Former President of Large Dallas Texas Hospital Explains Why Working in the Temple Is Real Work

by | Jan. 18, 2020

LDS Living’s All In podcast became aware of Britt Berrett, former president of an 898-bed hospital in Dallas, Texas, when someone who serves with him in the Dallas temple reached out and recommended his friend Britt as someone who exemplifies what it means to be “all in.” On the episode this week, host Morgan Jones spoke with Britt about his experience serving in the temple and the lessons he has learned from that service—service that is really hard work.

Read an excerpt from their conversation below. You can also listen to the full interview here or read a full transcript here.

Britt Barrett: I serve in the Dallas temple, and anyone that has served knows that it's a lot of work, I mean, it's service. And I really struggled with memorizing, and for some reason, I can speak in large groups of people, but if you ask me to remember your name or your phone number, I've got to write it down. And it was really, really, really hard. And I just kept at it, I just kept at it, and it's been a tremendous blessing to just keep at it. A good friend, he's from Vancouver, Canada, where I grew up, he talks about the commitment that you need, that you have to be purposeful and intentional. But you just got to keep on slugging away. And that's, I guess, what I've done. I've just kept on accepting roles and responsibilities and directed to do that. And when I'm at capacity, I don't know if I've reached my capacity because Heavenly Father always fills in the gaps. So as I was trying to learn all the roles and responsibilities of serving in the temple, He just kept on helping me and giving me comfort when I was a little discouraged because I wasn't doing all that could be done. He just filled in the gaps and I think that's a truth. I think that's—I just think you just keep doing.

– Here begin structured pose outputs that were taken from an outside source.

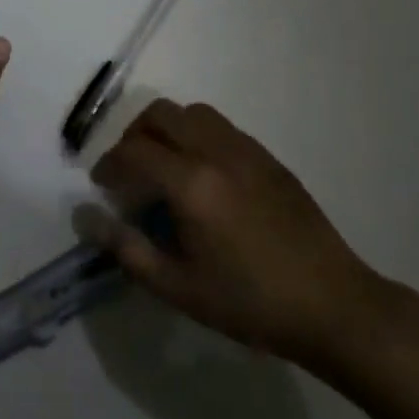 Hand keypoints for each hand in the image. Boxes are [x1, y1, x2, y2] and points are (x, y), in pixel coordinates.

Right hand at [84, 100, 387, 364]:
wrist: (332, 304)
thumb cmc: (249, 303)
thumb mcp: (178, 287)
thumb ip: (127, 248)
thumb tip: (86, 218)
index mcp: (192, 183)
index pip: (133, 151)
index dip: (108, 165)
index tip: (102, 186)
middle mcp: (217, 152)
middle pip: (160, 114)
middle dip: (134, 135)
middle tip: (129, 170)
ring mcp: (248, 150)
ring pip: (194, 113)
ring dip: (168, 130)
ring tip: (164, 168)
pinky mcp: (269, 158)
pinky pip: (222, 128)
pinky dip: (198, 136)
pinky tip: (203, 177) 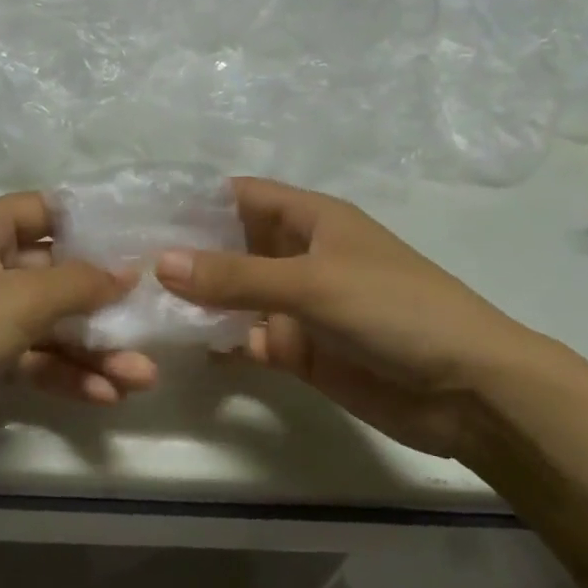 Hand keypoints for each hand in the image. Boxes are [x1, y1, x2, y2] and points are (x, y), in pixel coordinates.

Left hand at [0, 192, 158, 423]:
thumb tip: (127, 272)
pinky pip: (33, 360)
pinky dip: (66, 375)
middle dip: (105, 302)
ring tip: (143, 377)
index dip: (92, 222)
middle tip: (153, 320)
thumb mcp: (19, 300)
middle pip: (56, 272)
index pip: (45, 209)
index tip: (140, 241)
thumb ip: (80, 282)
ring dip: (95, 348)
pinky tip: (106, 396)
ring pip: (50, 324)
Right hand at [153, 178, 546, 461]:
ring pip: (235, 296)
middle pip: (231, 246)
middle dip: (185, 253)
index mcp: (311, 219)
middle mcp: (300, 256)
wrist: (466, 391)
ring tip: (135, 303)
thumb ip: (235, 276)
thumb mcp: (312, 283)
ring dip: (196, 300)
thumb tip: (160, 262)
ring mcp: (298, 306)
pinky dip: (219, 341)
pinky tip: (177, 345)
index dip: (194, 200)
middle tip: (122, 263)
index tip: (138, 212)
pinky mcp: (301, 350)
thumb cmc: (394, 310)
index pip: (241, 196)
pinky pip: (248, 339)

Morgan Jones: Yeah, I can vouch for what you said about temple work. I worked in the Salt Lake temple last year, and I was so amazed by how much work it actually is. That, like, when we talk about someone taking a temple shift, we're not talking about just, like, sitting and smiling. You're, like, working the whole time.

BB: Wasn't that surprising? Because when we visit the temple, it's such a beautiful, peaceful experience. And you figure all those things happen behind the scenes flawlessly, but if you're serving in the temple, you put your track shoes on because you're moving. At least the men I work with have become some of my dearest friends. I just love them, they are amazing. I dropped the average age about 40 years.

MJ: Imagine what I did for the average age, Britt.

BB: (Laughs) Well you know, right now, missionaries that are either preparing to leave or have recently returned are able to serve, and they are so better prepared, having experienced the covenants in a way that's powerful and purposeful and meaningful. But they add to that experience, I bet they just adored having you work with them side by side. I think that would have been a great experience.

MJ: It's such a treat and I think that's the thing that's so neat is to see these people, many of them who are retired, and they don't quit. They don't just go off and ride off into the sunset, they then go and work in the temple, and I'm like, "We're getting our steps in ladies," you know?

BB: One of them said to me, he said—he's from Gilmer, Texas, "Brother Barrett, I'd rather wear out than rust out." And there are five or six of them that come in a van every Tuesday, and they drive from an hour and a half, almost two hours every Tuesday, and they serve so faithfully. And they jump in the van and they head back to Gilmer after the time is served, and they are wearing out, they are not rusting out, guaranteed.